* **Exercise requirements**: This exercise asks for a copy of each line in the records below with the word "from" in it.

* **Excerpted data**:

────

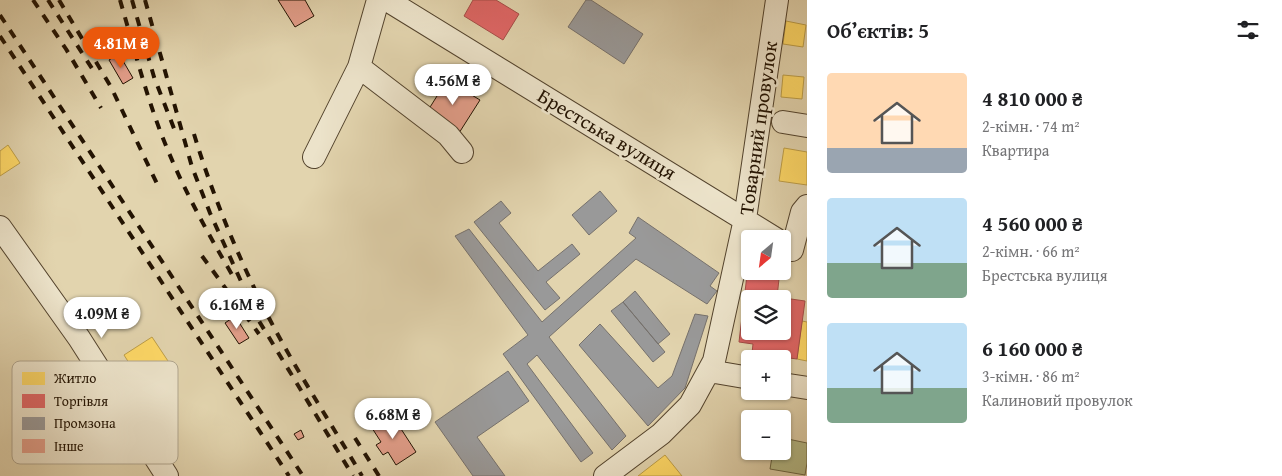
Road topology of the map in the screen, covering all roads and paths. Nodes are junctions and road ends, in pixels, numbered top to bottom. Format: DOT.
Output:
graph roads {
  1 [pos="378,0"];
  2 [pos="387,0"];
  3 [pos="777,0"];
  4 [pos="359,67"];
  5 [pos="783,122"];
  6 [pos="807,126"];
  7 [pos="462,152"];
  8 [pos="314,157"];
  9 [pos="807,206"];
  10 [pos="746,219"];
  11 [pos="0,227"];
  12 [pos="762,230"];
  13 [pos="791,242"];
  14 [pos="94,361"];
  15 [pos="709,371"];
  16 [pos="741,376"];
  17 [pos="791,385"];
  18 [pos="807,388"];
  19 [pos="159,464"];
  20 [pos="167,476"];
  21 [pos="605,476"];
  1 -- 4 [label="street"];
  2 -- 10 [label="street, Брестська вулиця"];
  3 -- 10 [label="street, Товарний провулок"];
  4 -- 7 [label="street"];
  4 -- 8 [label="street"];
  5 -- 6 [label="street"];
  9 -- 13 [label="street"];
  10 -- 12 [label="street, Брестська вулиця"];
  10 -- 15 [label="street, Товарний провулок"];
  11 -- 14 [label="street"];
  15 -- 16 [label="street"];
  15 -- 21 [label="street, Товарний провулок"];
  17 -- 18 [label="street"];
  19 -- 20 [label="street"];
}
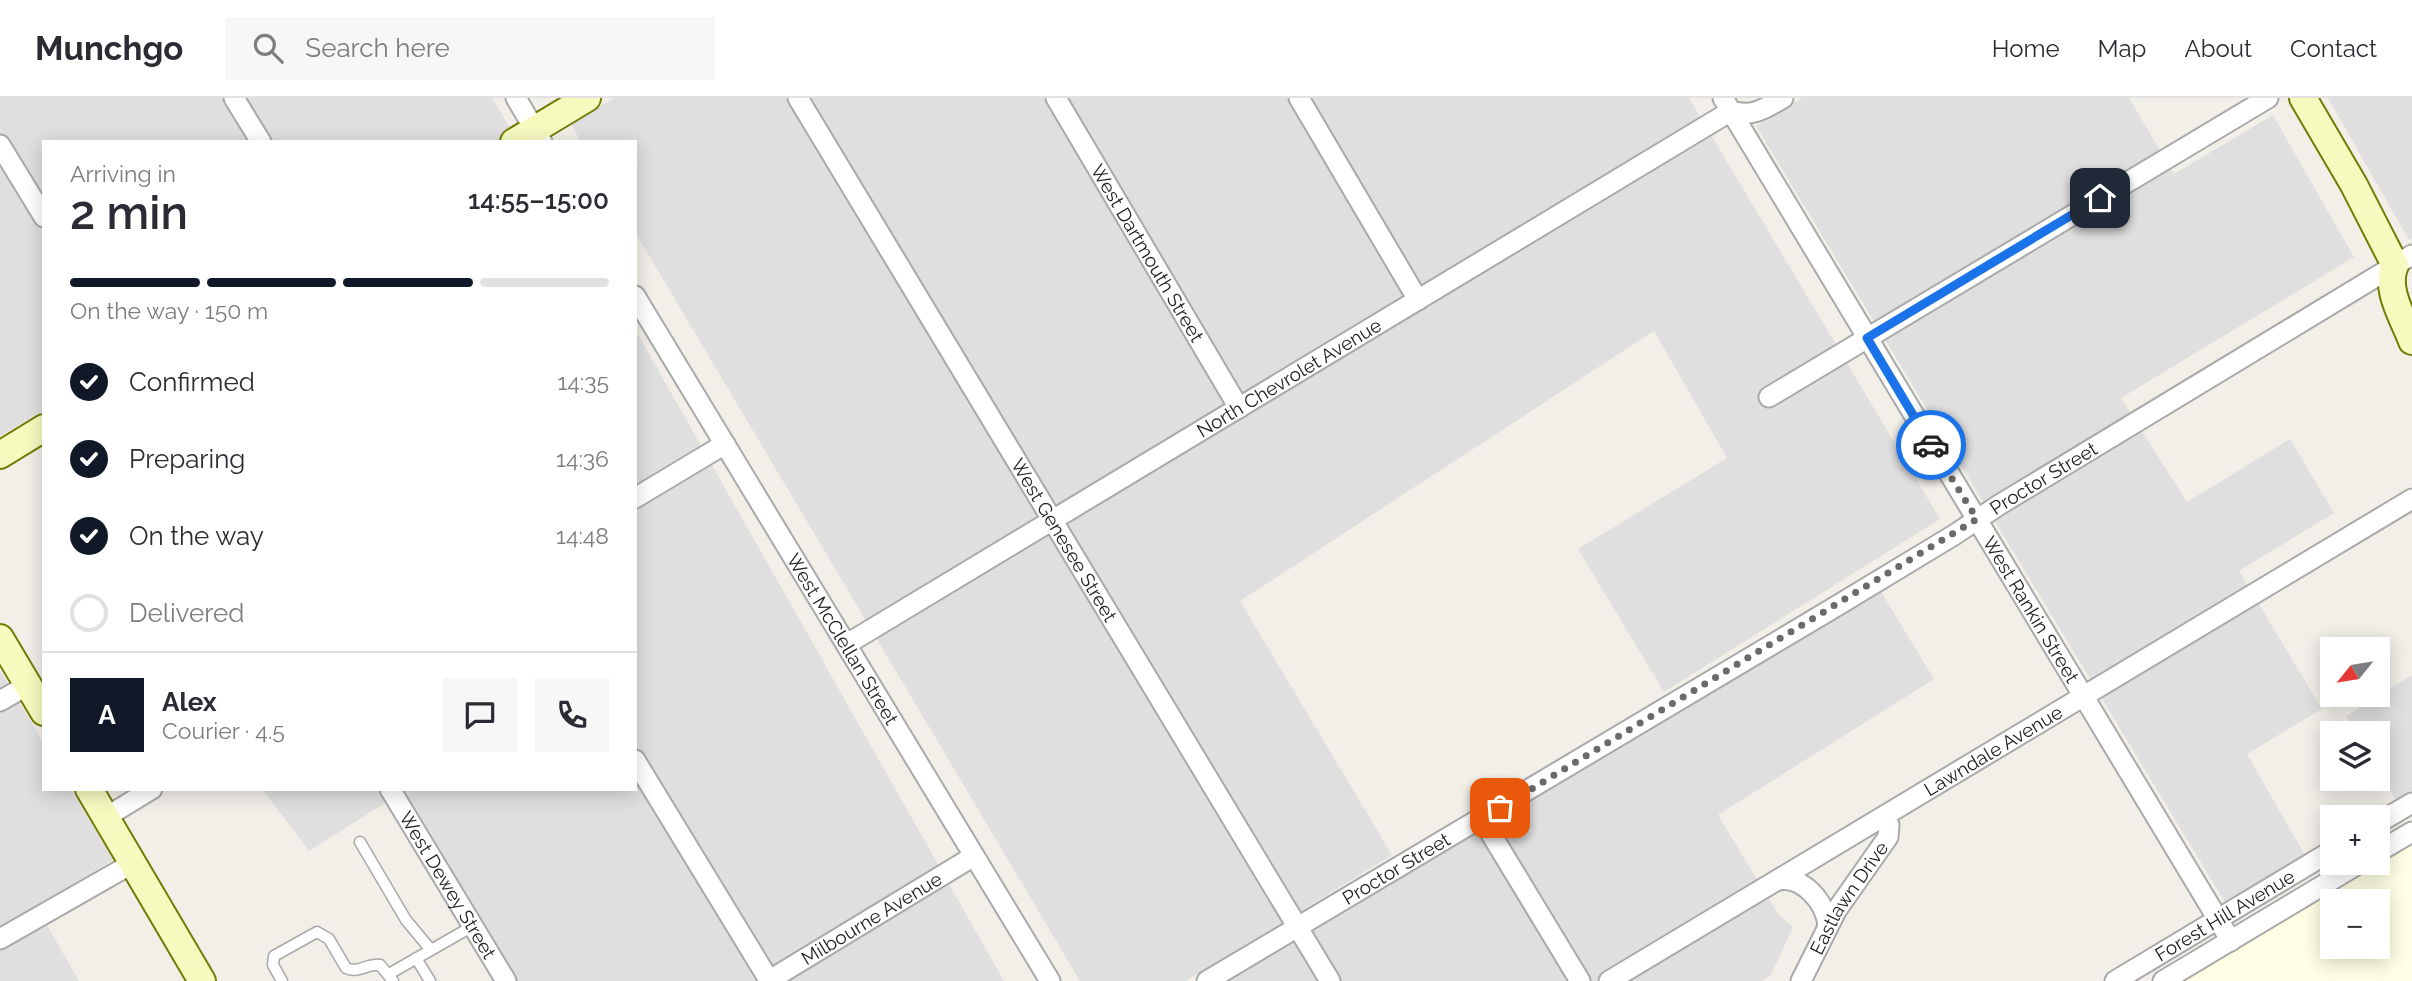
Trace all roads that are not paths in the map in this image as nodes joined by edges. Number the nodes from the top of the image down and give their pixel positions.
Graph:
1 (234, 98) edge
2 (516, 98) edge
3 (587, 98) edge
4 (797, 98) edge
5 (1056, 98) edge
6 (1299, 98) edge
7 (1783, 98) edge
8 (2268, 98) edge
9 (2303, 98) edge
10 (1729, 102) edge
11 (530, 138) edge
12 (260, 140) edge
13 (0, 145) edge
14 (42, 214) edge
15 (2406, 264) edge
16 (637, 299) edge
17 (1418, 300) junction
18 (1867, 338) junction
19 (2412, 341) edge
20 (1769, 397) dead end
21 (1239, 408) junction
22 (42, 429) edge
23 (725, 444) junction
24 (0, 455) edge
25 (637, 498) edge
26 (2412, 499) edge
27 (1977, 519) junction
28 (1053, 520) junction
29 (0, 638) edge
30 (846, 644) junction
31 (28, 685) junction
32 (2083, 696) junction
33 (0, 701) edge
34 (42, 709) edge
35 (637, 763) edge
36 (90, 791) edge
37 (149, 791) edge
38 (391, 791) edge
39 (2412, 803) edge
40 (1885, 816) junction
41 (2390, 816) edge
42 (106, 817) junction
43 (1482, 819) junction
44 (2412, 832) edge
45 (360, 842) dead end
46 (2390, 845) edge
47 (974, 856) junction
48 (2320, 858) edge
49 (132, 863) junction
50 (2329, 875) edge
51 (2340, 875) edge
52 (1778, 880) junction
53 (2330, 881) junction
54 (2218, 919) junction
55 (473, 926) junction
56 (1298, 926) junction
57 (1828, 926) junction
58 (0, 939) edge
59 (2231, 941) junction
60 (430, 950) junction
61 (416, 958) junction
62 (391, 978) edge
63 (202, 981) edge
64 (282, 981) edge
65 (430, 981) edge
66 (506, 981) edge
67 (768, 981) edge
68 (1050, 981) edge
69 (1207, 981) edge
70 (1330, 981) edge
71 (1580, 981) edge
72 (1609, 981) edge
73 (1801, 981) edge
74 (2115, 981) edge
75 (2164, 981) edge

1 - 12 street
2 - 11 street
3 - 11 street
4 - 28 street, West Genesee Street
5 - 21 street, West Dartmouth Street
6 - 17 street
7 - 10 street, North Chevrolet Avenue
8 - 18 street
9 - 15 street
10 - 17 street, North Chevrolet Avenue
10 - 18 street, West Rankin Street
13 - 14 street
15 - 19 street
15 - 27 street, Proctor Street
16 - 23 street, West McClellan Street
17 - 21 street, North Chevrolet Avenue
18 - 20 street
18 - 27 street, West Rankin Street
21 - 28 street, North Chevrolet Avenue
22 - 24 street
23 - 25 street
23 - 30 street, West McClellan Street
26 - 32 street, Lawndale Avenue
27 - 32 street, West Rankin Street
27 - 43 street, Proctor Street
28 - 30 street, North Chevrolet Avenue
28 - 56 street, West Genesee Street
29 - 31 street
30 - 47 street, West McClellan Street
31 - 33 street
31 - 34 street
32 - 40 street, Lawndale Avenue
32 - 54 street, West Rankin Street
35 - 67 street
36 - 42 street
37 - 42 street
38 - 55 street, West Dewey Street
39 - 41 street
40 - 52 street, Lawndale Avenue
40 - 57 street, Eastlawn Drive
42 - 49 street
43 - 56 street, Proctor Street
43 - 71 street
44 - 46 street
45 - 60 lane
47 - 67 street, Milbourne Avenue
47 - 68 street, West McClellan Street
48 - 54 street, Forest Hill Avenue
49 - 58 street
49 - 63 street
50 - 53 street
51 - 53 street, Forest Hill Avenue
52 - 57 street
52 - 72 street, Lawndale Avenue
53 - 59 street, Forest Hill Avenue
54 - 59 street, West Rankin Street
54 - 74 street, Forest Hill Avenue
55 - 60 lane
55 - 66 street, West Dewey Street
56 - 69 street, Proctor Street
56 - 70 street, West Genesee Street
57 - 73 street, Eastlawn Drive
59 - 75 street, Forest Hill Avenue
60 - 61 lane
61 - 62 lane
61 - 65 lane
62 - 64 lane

────

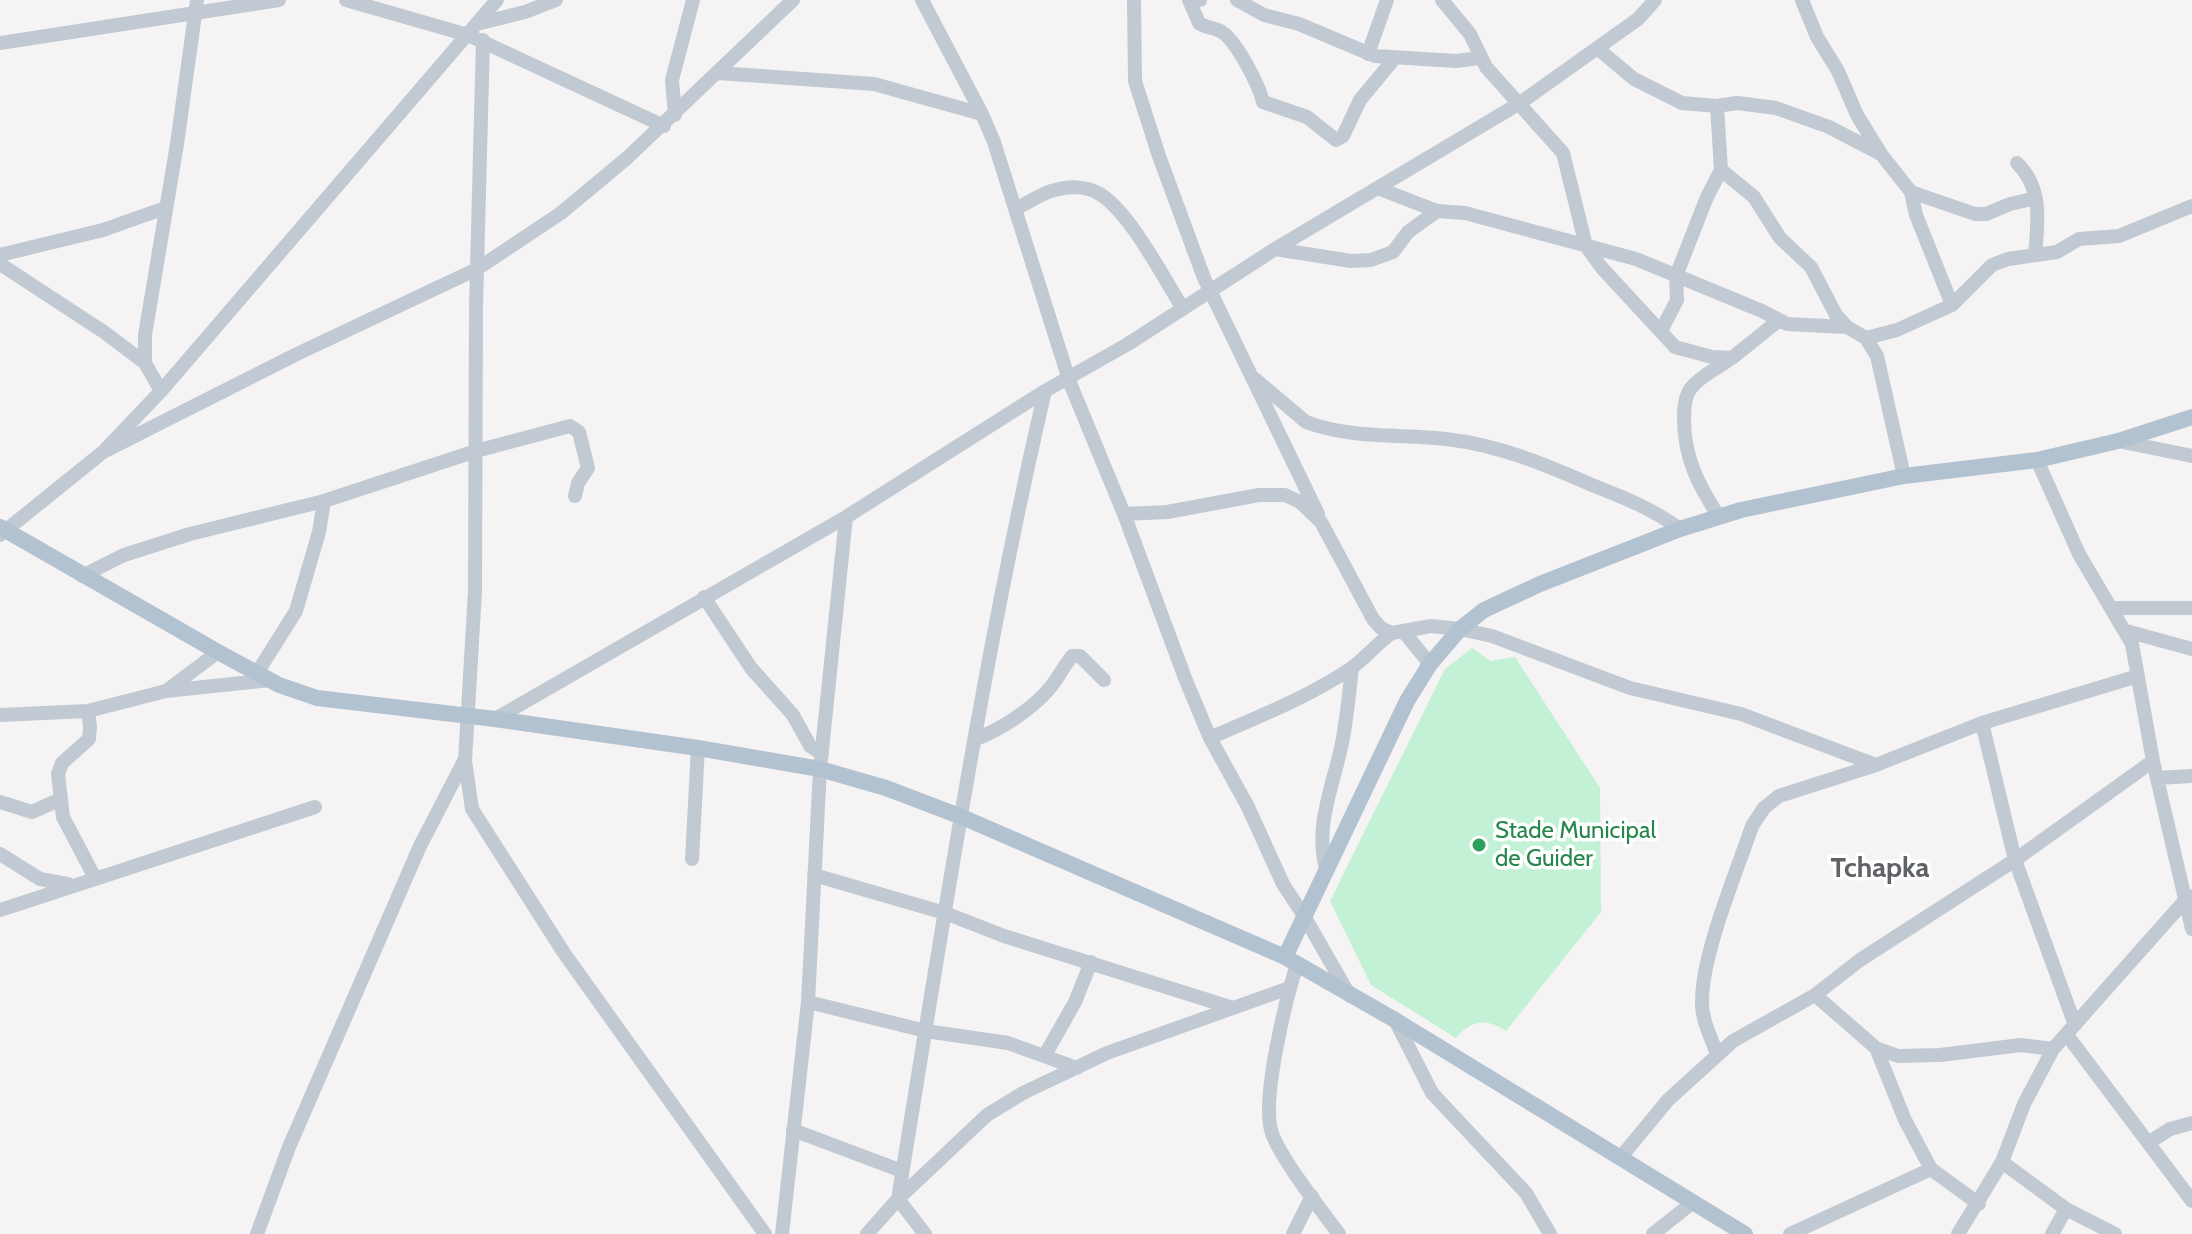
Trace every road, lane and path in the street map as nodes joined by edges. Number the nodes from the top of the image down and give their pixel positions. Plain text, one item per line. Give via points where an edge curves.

────

* **Task output**:
Trace all roads that are not paths in the map in this image as nodes joined by edges. Number the nodes from the top of the image down and give their pixel positions.
Trace every road, lane and path in the street map as nodes joined by edges. Number the nodes from the top of the image down and give their pixel positions. Plain text, one item per line. Give via points where an edge curves.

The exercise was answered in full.